The researchers from Georgia Institute of Technology are working on a direct liquid cooling design to push liquid cooling further by having it cool the chip directly, without the Integrated heatspreader and a waterblock being in the middle.
Just like the benefits of direct cooling (or changing thermal paste) after CPU delidding done by extreme overclockers, Associate professor Muhannad Bakir devised a way by etching cooling passages on the silicon of the CPU itself. He has done it on a 28nm Altera FPGA chip having cylindrical channels to direct the de-ionized water through the chip. Unlike LN2 cooling that extreme overclockers use, this would be a more practical cooling solution for hardware of many applications.
With the inlet water temperature 20 degrees Celcius with a flow rate of 147 millimeters per minute, the chip operated on less 24 degrees celsius. The same chip operated via air cooling resulted in a temperature of 60 degrees celsius.
The results of a direct liquid cooling is very promising though this isn’t something users can do on their own. While delidding seems relatively easier, making channels is not. The direct liquid cooling for many types of processors has more advantage than just better cooling.

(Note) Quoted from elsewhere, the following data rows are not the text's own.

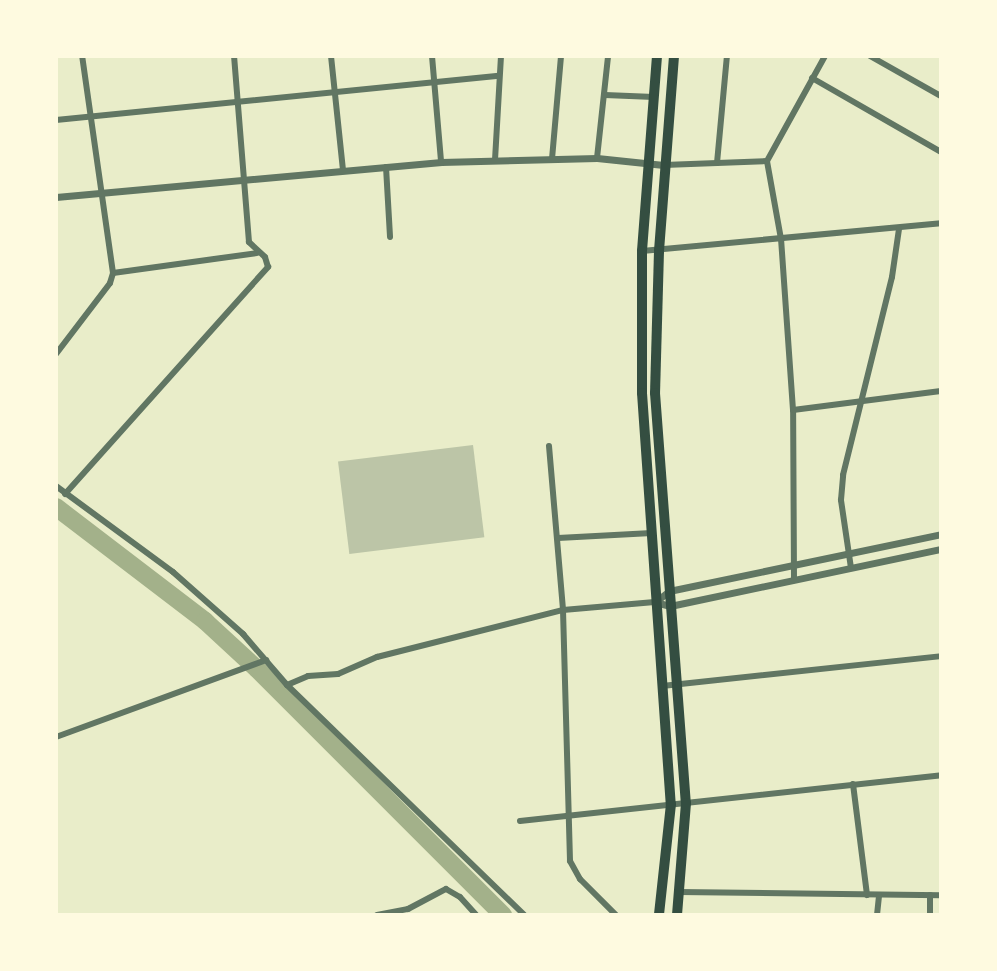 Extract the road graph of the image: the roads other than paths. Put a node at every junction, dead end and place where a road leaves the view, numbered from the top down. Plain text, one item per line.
1 (82, 56) edge
2 (234, 56) edge
3 (331, 56) edge
4 (432, 56) edge
5 (501, 56) edge
6 (561, 56) edge
7 (608, 56) edge
8 (657, 56) edge
9 (674, 56) edge
10 (727, 56) edge
11 (825, 56) edge
12 (870, 56) edge
13 (499, 76) junction
14 (812, 78) junction
15 (433, 82) junction
16 (334, 92) junction
17 (605, 94) junction
18 (941, 96) edge
19 (654, 97) junction
20 (240, 104) junction
21 (91, 117) junction
22 (56, 120) edge
23 (941, 152) edge
24 (597, 158) junction
25 (552, 159) junction
26 (495, 160) junction
27 (652, 161) junction
28 (767, 161) junction
29 (441, 162) junction
30 (718, 163) junction
31 (664, 165) junction
32 (386, 167) junction
33 (343, 170) junction
34 (247, 180) junction
35 (101, 194) junction
36 (56, 197) edge
37 (941, 223) edge
38 (899, 229) junction
39 (390, 237) dead end
40 (781, 239) junction
41 (642, 251) junction
42 (659, 251) junction
43 (257, 253) junction
44 (113, 273) junction
45 (56, 354) edge
46 (941, 391) edge
47 (858, 402) junction
48 (793, 410) junction
49 (657, 432) junction
50 (644, 434) junction
51 (549, 446) dead end
52 (56, 486) edge
53 (65, 494) junction
54 (652, 533) junction
55 (941, 534) edge
56 (558, 538) junction
57 (941, 549) edge
58 (847, 551) junction
59 (794, 564) junction
60 (851, 568) junction
61 (794, 579) junction
62 (669, 591) junction
63 (655, 602) junction
64 (670, 606) junction
65 (563, 610) junction
66 (941, 656) edge
67 (264, 661) junction
68 (287, 685) junction
69 (676, 685) junction
70 (662, 686) junction
71 (56, 737) edge
72 (941, 775) edge
73 (853, 784) junction
74 (685, 803) junction
75 (671, 804) junction
76 (569, 813) junction
77 (520, 821) dead end
78 (679, 891) junction
79 (867, 895) junction
80 (879, 895) junction
81 (930, 895) junction
82 (941, 895) edge
83 (377, 915) edge
84 (476, 915) edge
85 (524, 915) edge
86 (616, 915) edge
87 (659, 915) edge
88 (677, 915) edge
89 (877, 915) edge
90 (930, 915) edge

1 - 21 street
2 - 20 street
3 - 16 street
4 - 15 street
5 - 13 street
6 - 25 street
7 - 17 street
8 - 19 highway
9 - 31 highway
10 - 30 street
11 - 14 street
12 - 18 street
13 - 15 street
13 - 26 street
14 - 23 street
14 - 28 street
15 - 16 street
15 - 29 street
16 - 20 street
16 - 33 street
17 - 19 street
17 - 24 street
19 - 27 highway
20 - 21 street
20 - 34 street
21 - 22 street
21 - 35 street
24 - 25 street
24 - 27 street
25 - 26 street
26 - 29 street
27 - 31 street
27 - 41 highway
28 - 30 street
28 - 40 street
29 - 32 street
30 - 31 street
31 - 42 highway
32 - 33 street
32 - 39 street
33 - 34 street
34 - 35 street
34 - 43 street
35 - 36 street
35 - 44 street
37 - 38 street
38 - 40 street
38 - 47 street
40 - 42 street
40 - 48 street
41 - 42 street
41 - 50 highway
42 - 49 highway
43 - 44 street
43 - 53 street
44 - 45 street
46 - 47 street
47 - 48 street
47 - 58 street
48 - 59 street
49 - 50 highway
49 - 62 highway
50 - 54 highway
51 - 56 street
52 - 53 street
53 - 67 street
54 - 56 street
54 - 63 highway
55 - 58 street
56 - 65 street
57 - 60 street
58 - 59 street
58 - 60 street
59 - 61 street
59 - 62 street
60 - 61 street
61 - 64 street
62 - 63 street
62 - 64 highway
63 - 64 street
63 - 65 street
63 - 70 highway
64 - 69 highway
65 - 68 street
65 - 76 street
66 - 69 street
67 - 68 street
67 - 71 street
68 - 85 street
69 - 70 street
69 - 74 highway
70 - 75 highway
72 - 73 street
73 - 74 street
73 - 79 street
74 - 75 street
74 - 78 highway
75 - 76 street
75 - 87 highway
76 - 77 street
76 - 86 street
78 - 79 street
78 - 88 highway
79 - 80 street
80 - 81 street
80 - 89 street
81 - 82 street
81 - 90 street
83 - 84 street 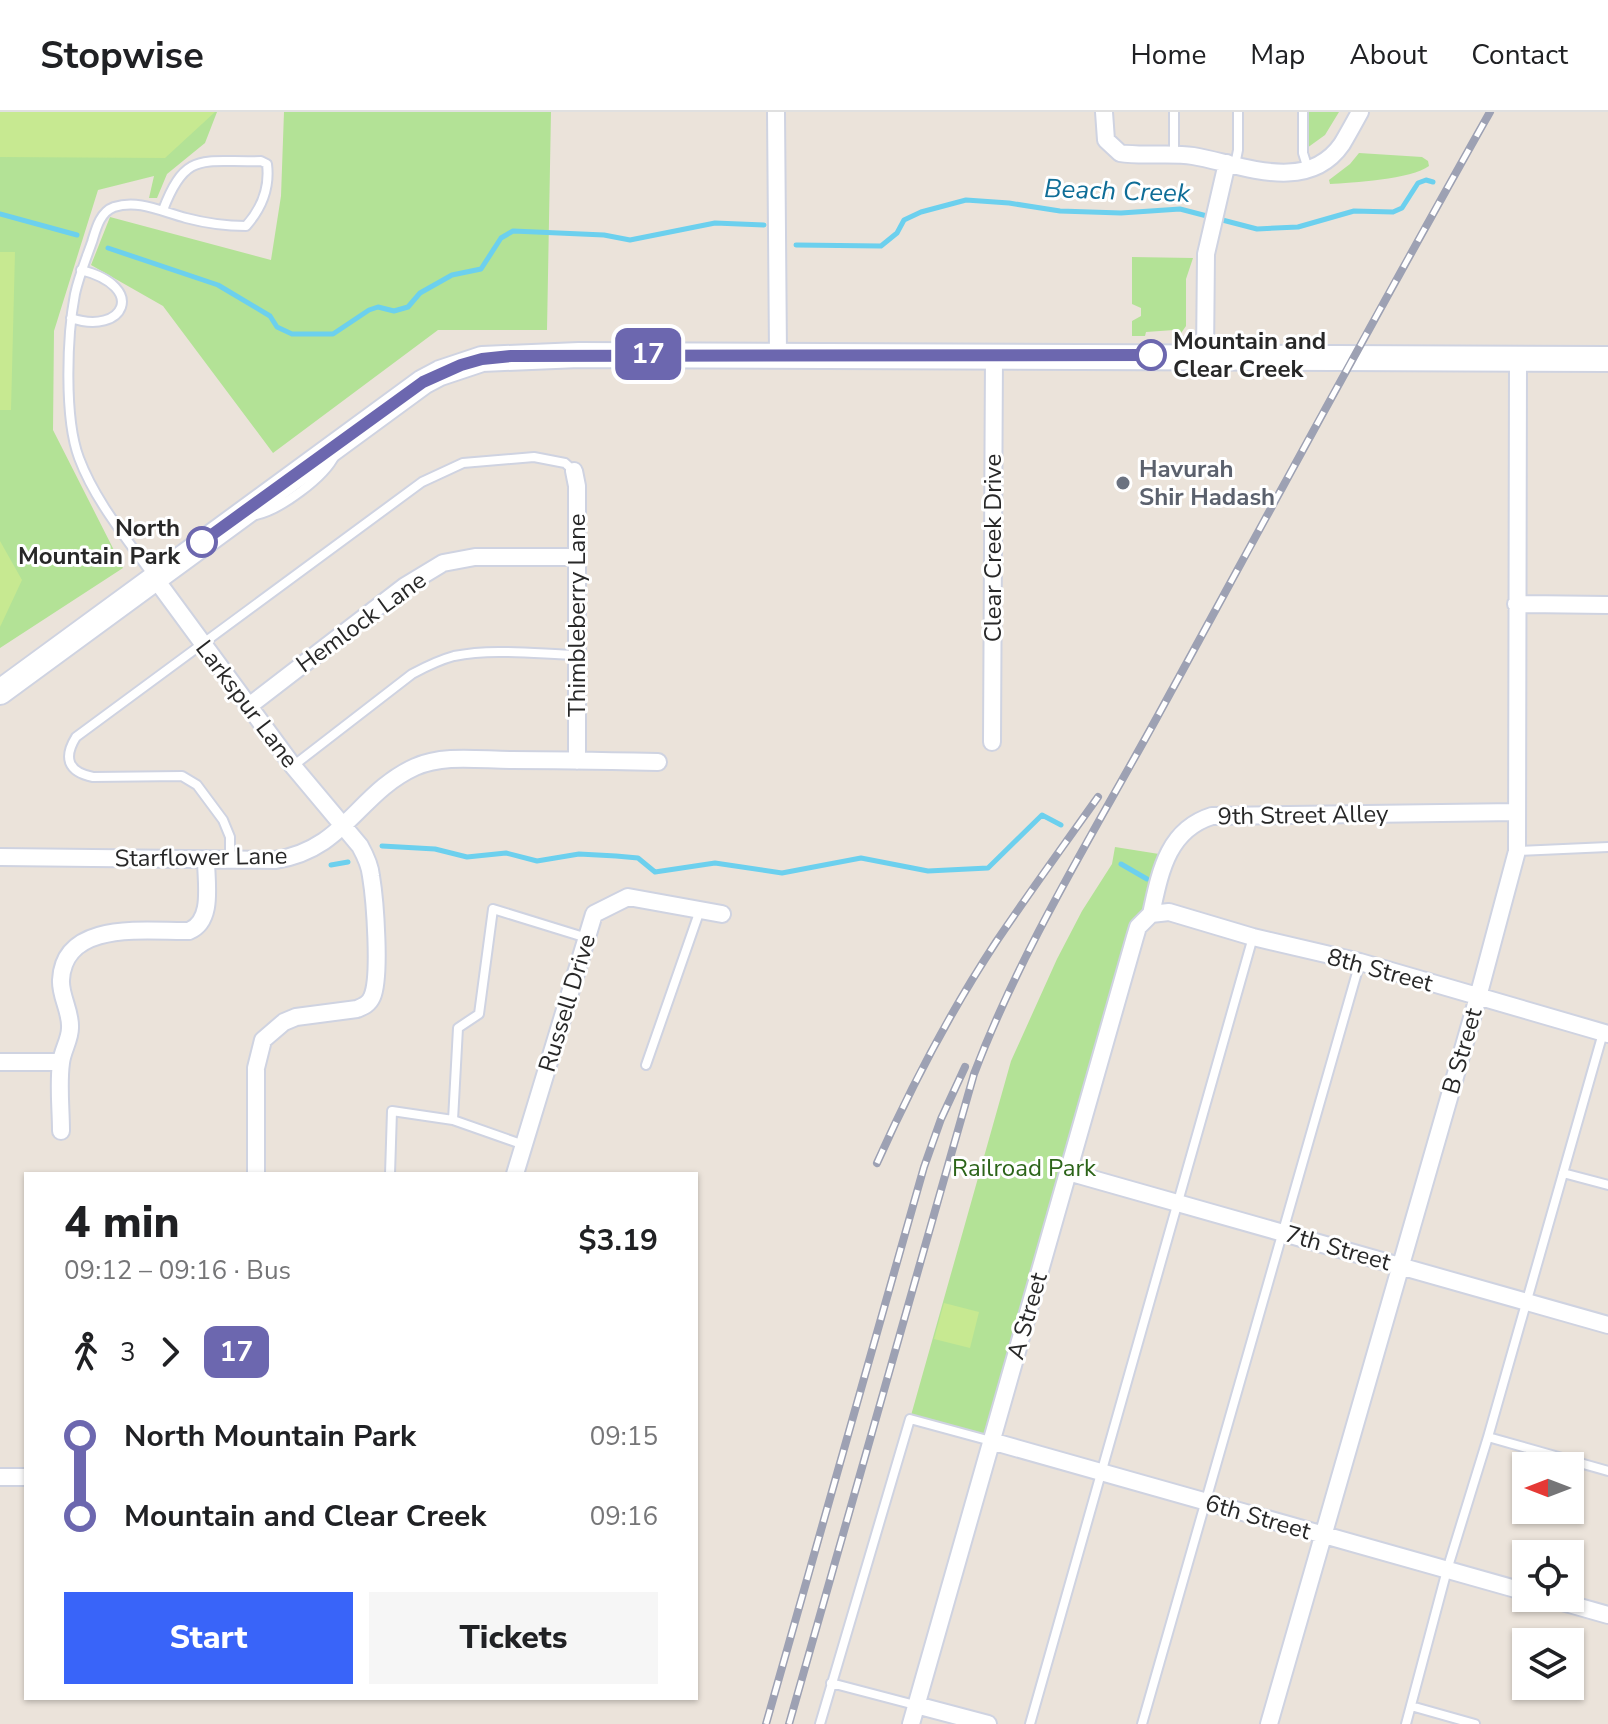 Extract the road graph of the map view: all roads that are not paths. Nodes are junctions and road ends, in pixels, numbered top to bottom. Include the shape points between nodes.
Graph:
1 (776, 112) edge
2 (1104, 112) edge
3 (1174, 112) edge
4 (1238, 112) edge
5 (1303, 112) edge
6 (1360, 112) edge
7 (1174, 154) junction
8 (1231, 164) junction
9 (1308, 169) junction
10 (163, 210) junction
11 (81, 270) junction
12 (71, 318) junction
13 (778, 354) junction
14 (994, 355) junction
15 (1205, 356) junction
16 (1518, 358) junction
17 (1608, 359) edge
18 (574, 471) joint
19 (577, 557) junction
20 (154, 577) junction
21 (1516, 604) junction
22 (1608, 605) edge
23 (203, 645) junction
24 (577, 655) junction
25 (0, 692) edge
26 (249, 706) junction
27 (992, 742) dead end
28 (577, 761) junction
29 (658, 762) dead end
30 (293, 766) junction
31 (1517, 812) junction
32 (343, 827) junction
33 (1608, 847) edge
34 (1517, 851) junction
35 (0, 857) edge
36 (206, 859) junction
37 (230, 859) junction
38 (700, 910) junction
39 (722, 914) dead end
40 (1151, 914) junction
41 (1253, 937) junction
42 (587, 938) junction
43 (1360, 962) junction
44 (1478, 997) junction
45 (1606, 1033) edge
46 (0, 1062) edge
47 (61, 1062) junction
48 (646, 1065) dead end
49 (453, 1120) junction
50 (61, 1131) dead end
51 (524, 1145) junction
52 (256, 1172) edge
53 (390, 1172) edge
54 (516, 1172) edge
55 (1068, 1172) junction
56 (1563, 1173) junction
57 (1608, 1185) edge
58 (1178, 1202) junction
59 (1283, 1232) junction
60 (1399, 1266) junction
61 (1527, 1302) junction
62 (1608, 1325) edge
63 (1488, 1437) junction
64 (991, 1441) junction
65 (1608, 1471) edge
66 (1101, 1472) junction
67 (0, 1477) edge
68 (24, 1477) edge
69 (1206, 1502) junction
70 (1323, 1535) junction
71 (1447, 1570) junction
72 (1512, 1588) edge
73 (1584, 1608) edge
74 (1608, 1615) edge
75 (831, 1683) junction
76 (916, 1705) junction
77 (1411, 1706) junction
78 (820, 1724) edge
79 (911, 1724) edge
80 (988, 1724) edge
81 (1030, 1724) edge
82 (1142, 1724) edge
83 (1269, 1724) edge
84 (1406, 1724) edge
85 (1475, 1724) edge

1 - 13 street
2 - 7 street via 1104,131 1112,148 1130,155
3 - 7 lane
4 - 8 lane via 1238,150
5 - 9 lane
6 - 9 street via 1341,146
7 - 8 street
8 - 9 street via 1282,174
8 - 15 street via 1205,264
10 - 10 lane via 246,226 267,194 267,164 196,163 177,177
10 - 11 lane via 130,205 106,212
11 - 12 lane
11 - 12 lane via 113,283 121,307 109,320 84,323
12 - 20 lane via 70,407 78,457 109,514
13 - 14 street
13 - 20 street via 482,359 440,373
14 - 15 street
14 - 27 street, Clear Creek Drive
15 - 16 street
16 - 17 street
16 - 21 street, B Street
18 - 19 street, Thimbleberry Lane
18 - 23 lane via 554,459 534,457 445,469
19 - 24 street, Thimbleberry Lane
19 - 26 street, Hemlock Lane via 475,557 443,563 405,586
20 - 23 street, Larkspur Lane
20 - 25 street
21 - 22 street
21 - 31 street, B Street
23 - 26 street, Larkspur Lane
23 - 37 lane via 76,737 69,758 80,774 93,777 182,776 197,785 223,820
24 - 28 street, Thimbleberry Lane
24 - 30 lane via 452,656 412,674
26 - 30 street, Larkspur Lane
28 - 29 street, Starflower Lane
28 - 32 street, Starflower Lane via 432,761 396,777
30 - 32 street, Larkspur Lane
31 - 34 street, B Street
31 - 40 street, 9th Street Alley via 1212,816 1179,834 1161,872
32 - 37 street, Starflower Lane via 308,852 289,858
32 - 52 street, Larkspur Lane via 366,857 371,875 373,996 357,1009 296,1017 263,1040 256,1068
33 - 34 lane
34 - 44 street, B Street
35 - 36 street, Starflower Lane
36 - 37 street, Starflower Lane
36 - 47 street via 205,917 200,927 97,935 69,956 61,980 71,1031
38 - 39 street, Russell Drive
38 - 42 street, Russell Drive via 628,897 594,914
38 - 48 lane
40 - 41 street, 8th Street via 1169,912
40 - 55 street, A Street via 1138,927
41 - 43 street, 8th Street
41 - 58 lane
42 - 49 lane via 493,909 479,1014 458,1028
42 - 51 street, Russell Drive
43 - 44 street, 8th Street
43 - 59 lane
44 - 45 street, 8th Street
44 - 60 street, B Street
45 - 56 lane
46 - 47 street
47 - 50 street
49 - 51 lane
49 - 53 lane via 392,1111
51 - 54 street, Russell Drive
55 - 58 street, 7th Street
55 - 64 street, A Street
56 - 57 lane
56 - 61 lane
58 - 59 street, 7th Street
58 - 66 lane
59 - 60 street, 7th Street
59 - 69 lane
60 - 61 street, 7th Street
60 - 70 street, B Street
61 - 62 street, 7th Street
61 - 63 lane
63 - 65 lane
63 - 71 lane
64 - 66 street, 6th Street
64 - 75 lane via 910,1419
64 - 76 street, A Street
66 - 69 street, 6th Street
66 - 81 lane
67 - 68 street
69 - 70 street, 6th Street
69 - 82 lane
70 - 71 street, 6th Street
70 - 83 street, B Street
71 - 72 street, 6th Street
71 - 77 lane
73 - 74 street
75 - 76 lane
75 - 78 lane
76 - 79 street, A Street
76 - 80 street
77 - 84 lane
77 - 85 lane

“We have created a real electronic platform to evaluate the benefits of liquid cooling versus air cooling,” said Bakir. “This may open the door to stacking multiple chips, potentially multiple FPGA chips or FPGA chips with other chips that are high in power consumption. We are seeing a significant reduction in the temperature of these liquid-cooled chips.”
FPGA chips are used in many fields which would benefit greatly, but it should be a no-brainer that similar implementation can be done on CPUs, GPUs and any devices that need very efficient cooling.